Work required – Only lines holding "Drive" are needed; copy each of them from the data below.

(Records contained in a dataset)
****************************************
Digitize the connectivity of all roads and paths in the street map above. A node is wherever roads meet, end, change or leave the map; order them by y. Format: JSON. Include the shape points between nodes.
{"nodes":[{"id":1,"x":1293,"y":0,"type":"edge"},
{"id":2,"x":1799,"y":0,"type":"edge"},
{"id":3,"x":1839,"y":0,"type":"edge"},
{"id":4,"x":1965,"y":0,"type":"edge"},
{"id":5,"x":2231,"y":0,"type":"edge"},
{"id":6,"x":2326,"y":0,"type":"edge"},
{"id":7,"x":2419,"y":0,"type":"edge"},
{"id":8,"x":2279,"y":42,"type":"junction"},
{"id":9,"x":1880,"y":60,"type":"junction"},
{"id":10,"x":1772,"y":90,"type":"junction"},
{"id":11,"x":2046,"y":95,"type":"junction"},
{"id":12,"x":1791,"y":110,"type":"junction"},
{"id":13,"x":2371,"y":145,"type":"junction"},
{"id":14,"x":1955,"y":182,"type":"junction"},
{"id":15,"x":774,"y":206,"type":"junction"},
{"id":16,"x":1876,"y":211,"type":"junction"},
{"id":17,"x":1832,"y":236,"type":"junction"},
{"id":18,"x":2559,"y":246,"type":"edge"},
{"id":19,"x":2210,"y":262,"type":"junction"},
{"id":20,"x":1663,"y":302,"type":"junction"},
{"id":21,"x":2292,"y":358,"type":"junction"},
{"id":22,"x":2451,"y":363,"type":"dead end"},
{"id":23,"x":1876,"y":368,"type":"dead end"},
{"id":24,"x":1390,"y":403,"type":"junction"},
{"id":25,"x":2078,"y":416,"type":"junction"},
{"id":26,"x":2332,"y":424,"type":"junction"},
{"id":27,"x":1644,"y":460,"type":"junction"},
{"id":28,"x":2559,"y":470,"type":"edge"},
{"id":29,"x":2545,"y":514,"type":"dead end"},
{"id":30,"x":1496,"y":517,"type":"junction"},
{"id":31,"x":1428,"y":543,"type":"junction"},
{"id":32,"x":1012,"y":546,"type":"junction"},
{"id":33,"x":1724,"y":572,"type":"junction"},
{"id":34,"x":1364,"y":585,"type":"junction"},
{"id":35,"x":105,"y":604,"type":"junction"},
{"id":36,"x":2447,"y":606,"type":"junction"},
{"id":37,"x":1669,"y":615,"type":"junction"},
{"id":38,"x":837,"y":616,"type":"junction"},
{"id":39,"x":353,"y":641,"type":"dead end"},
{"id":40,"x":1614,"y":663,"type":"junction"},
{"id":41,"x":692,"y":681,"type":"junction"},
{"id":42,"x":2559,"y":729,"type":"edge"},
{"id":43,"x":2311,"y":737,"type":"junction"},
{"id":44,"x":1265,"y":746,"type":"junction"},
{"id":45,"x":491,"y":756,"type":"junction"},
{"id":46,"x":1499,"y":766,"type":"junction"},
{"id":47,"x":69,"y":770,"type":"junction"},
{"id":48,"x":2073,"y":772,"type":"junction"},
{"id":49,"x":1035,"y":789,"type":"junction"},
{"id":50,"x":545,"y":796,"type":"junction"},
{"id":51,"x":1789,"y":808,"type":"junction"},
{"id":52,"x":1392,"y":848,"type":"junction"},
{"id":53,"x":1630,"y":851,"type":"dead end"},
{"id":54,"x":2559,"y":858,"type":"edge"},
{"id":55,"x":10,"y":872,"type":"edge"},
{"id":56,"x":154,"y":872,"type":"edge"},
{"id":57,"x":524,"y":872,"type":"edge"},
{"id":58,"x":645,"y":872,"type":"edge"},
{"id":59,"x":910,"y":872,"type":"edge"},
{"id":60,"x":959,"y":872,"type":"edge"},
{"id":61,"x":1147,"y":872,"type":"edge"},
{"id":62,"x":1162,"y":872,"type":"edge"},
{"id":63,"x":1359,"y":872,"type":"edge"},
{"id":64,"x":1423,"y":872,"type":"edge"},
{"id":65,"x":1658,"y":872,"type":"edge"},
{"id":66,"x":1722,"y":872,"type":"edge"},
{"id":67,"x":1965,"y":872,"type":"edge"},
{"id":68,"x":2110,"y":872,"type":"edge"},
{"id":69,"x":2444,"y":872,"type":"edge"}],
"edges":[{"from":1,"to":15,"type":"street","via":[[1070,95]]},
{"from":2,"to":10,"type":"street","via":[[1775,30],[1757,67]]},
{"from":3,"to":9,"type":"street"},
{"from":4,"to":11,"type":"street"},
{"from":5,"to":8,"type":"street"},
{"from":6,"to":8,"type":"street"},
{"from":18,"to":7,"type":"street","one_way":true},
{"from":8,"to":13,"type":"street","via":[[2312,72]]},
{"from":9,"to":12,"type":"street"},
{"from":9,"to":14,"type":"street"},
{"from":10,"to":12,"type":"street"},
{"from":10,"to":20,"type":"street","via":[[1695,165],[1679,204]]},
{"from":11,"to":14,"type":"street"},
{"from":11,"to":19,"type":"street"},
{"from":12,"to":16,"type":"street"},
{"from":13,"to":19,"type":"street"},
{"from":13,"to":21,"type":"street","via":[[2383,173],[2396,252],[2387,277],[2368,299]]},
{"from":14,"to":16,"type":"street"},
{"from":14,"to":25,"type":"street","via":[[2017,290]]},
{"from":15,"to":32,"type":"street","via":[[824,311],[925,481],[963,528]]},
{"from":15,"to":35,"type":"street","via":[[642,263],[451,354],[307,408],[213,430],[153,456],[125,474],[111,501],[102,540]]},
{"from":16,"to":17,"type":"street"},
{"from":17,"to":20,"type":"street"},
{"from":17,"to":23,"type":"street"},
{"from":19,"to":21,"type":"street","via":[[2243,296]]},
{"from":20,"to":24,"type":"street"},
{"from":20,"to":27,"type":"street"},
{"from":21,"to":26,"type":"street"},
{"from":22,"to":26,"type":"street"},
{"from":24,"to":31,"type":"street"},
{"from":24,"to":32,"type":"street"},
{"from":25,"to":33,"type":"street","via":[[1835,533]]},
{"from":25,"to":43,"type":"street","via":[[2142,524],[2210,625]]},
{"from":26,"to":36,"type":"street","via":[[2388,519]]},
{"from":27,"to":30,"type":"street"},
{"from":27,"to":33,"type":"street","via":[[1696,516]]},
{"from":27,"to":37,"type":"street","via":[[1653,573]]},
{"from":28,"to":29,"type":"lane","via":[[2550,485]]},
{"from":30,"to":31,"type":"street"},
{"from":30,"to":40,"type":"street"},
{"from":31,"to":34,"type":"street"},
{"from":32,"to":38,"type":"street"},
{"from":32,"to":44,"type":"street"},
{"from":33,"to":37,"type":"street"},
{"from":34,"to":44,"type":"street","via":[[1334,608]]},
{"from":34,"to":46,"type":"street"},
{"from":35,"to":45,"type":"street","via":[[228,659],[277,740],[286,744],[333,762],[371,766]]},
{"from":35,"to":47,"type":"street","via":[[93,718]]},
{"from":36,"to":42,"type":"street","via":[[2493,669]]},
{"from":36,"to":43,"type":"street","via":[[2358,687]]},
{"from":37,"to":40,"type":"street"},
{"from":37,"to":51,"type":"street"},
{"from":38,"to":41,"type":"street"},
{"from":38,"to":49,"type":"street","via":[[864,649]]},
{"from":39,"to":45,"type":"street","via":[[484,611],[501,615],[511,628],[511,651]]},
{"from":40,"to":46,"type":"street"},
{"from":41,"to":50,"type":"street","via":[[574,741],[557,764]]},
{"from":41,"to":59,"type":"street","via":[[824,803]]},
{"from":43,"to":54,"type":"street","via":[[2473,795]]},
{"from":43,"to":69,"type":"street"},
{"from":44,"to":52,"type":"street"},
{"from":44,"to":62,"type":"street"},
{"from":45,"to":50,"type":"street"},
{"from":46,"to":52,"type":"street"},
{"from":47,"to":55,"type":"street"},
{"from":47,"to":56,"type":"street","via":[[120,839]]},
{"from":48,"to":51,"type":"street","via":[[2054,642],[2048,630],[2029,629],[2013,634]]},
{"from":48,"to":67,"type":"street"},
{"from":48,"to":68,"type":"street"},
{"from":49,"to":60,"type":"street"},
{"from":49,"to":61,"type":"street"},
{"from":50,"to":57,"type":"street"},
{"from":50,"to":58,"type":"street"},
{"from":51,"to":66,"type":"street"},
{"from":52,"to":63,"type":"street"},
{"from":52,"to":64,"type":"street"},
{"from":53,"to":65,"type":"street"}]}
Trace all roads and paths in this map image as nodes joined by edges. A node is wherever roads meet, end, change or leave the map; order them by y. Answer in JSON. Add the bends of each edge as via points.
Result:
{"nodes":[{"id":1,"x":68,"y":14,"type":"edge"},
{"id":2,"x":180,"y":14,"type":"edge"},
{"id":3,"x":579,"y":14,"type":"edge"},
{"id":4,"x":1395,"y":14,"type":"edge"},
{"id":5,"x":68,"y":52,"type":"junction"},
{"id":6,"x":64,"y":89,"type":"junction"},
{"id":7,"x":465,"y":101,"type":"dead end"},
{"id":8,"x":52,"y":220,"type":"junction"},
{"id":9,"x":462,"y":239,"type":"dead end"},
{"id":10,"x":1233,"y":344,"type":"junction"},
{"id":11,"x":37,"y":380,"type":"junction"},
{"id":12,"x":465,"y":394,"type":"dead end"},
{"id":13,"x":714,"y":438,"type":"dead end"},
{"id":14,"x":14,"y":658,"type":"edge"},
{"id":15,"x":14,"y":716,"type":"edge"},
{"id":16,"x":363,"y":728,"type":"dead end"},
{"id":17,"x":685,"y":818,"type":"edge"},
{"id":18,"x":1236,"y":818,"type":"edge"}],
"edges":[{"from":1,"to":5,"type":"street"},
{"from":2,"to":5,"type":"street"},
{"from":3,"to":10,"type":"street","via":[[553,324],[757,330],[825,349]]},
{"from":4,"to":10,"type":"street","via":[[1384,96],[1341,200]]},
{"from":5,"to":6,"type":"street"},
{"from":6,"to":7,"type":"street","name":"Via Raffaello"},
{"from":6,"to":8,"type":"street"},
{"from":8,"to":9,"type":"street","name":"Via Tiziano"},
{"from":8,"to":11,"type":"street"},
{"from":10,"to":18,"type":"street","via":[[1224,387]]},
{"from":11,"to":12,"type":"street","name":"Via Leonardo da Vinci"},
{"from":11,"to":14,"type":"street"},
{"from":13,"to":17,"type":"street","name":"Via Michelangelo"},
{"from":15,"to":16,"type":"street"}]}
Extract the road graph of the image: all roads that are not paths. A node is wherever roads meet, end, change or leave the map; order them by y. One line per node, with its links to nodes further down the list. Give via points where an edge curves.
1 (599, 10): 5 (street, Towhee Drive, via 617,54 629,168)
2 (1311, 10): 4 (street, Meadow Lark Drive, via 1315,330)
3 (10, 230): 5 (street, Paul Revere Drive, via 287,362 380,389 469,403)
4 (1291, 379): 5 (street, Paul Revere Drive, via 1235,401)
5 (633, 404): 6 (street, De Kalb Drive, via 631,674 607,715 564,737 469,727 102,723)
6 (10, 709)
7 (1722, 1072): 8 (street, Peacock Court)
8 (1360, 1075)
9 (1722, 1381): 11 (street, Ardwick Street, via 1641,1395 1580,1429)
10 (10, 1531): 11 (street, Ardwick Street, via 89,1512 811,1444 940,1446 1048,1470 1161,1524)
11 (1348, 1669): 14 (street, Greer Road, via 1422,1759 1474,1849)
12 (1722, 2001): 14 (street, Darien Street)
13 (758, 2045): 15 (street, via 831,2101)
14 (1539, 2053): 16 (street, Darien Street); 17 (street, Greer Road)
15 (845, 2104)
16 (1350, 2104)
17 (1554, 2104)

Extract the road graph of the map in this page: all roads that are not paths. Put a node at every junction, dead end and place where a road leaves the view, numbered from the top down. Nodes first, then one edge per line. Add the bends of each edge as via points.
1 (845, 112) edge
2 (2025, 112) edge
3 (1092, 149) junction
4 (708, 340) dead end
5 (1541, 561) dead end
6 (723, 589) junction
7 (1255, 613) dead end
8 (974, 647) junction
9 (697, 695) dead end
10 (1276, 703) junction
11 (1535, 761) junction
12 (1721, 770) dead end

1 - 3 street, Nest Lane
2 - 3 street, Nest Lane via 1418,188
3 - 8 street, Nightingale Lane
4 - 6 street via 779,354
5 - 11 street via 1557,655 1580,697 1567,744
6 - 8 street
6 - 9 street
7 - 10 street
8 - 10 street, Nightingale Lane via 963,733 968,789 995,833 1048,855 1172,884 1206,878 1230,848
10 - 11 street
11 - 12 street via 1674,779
****************************************
Solution to the problem –
1 (599, 10): 5 (street, Towhee Drive, via 617,54 629,168)
2 (1311, 10): 4 (street, Meadow Lark Drive, via 1315,330)
3 (10, 230): 5 (street, Paul Revere Drive, via 287,362 380,389 469,403)
4 (1291, 379): 5 (street, Paul Revere Drive, via 1235,401)
5 (633, 404): 6 (street, De Kalb Drive, via 631,674 607,715 564,737 469,727 102,723)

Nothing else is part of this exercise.